Restoring ecosystem balance

As Mukta Patil writes in her 2021 essay “Living with Fire,” “Fire is a sophisticated tool that can reorganize a landscape in a multitude of ways.” Indeed, the benefits of fire to an ecosystem’s health and wellbeing are profound and wide-reaching: 

  • Controlled burns leave the forest floor covered in a thin layer of biochar, which helps to purify water before it reaches nearby streams, creeks and rivers. Biochar also improves the porosity and moisture retention of soil so that it acts like a sponge, preventing floods amidst heavy rainfall and keeping plants hydrated amidst drought. 
  • Fire returns nutrients from decaying organic material more quickly into the soil, which increases soil fertility and supports new plant growth. 
  • Smoke from controlled burns can provide strategically-timed shade over rivers so that water temperatures cool down for fish making their annual spawning runs. 
  • Fires enhance streamflow. Bill Tripp, the Director of the Karuk Tribe’s Eco-Cultural Revitalization program, helps to illuminate the correlation between fire, water flow, and river health in an interview with Bioneers: “[Fire] scorches off all the small plants that are growing up and that are using surface water. It creates smoke that can reduce the solar insulation that heats the water and the river, and it creates particulates that cloud up the holes in the leaves and needles that trees use to breathe. It reduces their efficiency and evapotranspiration. They still pump water up to the surface level of soil at night, as trees normally do so they have something to use during the day.

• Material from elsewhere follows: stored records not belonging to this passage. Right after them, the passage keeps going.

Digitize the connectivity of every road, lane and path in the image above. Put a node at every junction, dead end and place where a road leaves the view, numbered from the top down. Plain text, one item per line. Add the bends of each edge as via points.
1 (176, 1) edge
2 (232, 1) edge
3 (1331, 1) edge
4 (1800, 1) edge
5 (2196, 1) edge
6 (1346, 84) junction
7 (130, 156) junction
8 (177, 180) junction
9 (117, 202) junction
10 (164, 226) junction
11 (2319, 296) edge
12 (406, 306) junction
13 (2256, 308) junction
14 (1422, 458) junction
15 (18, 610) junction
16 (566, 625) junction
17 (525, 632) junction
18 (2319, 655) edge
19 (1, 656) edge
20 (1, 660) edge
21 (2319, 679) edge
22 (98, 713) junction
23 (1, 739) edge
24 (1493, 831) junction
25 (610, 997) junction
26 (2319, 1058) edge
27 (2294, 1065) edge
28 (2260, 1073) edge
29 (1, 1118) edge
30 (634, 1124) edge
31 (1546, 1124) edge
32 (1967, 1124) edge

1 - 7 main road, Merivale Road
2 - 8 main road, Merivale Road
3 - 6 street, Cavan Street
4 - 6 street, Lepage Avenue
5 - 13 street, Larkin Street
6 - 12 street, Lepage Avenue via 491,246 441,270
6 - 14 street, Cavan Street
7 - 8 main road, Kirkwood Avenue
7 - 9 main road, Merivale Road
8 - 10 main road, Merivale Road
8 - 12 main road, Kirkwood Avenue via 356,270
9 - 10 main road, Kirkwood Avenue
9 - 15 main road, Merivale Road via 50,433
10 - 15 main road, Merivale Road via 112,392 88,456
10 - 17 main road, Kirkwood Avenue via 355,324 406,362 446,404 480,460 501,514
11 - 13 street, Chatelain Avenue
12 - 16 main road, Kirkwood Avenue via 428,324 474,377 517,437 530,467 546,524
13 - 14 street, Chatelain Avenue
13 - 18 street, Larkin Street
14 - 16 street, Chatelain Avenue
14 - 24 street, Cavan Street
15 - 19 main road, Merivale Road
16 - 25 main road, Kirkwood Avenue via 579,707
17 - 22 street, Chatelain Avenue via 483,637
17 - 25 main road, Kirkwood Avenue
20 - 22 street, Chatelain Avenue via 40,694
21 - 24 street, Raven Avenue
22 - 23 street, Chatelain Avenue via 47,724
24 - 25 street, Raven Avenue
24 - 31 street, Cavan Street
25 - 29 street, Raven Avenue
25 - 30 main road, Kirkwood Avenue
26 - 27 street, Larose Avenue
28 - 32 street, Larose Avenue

So, they’ll pull the water up at night and distribute it into the surface soils. But during the day if there’s smoke, evaporation and transpiration are reduced. When that happens, more water stays in the soil that can then runoff into the streams. That can increase the flow in the streams. The increased flow combined with the reduced water temperature can be enough to move your main river temperatures from lethal to stressful, and even to the point of being safe for fish to enter the stream.” 
  • When understories are cleared and forests are thinned, grazing animals like deer and elk have enough space and access to nutrient-rich forage to come back and graze in the area. 
  • Good fire can help to reduce pest populations and invasive species that aren’t fire-adapted. 
  • Meanwhile, fire enables seed germination for several plant species that are fire-dependent, like pine trees, certain types of lilies, and more. 

And on and on!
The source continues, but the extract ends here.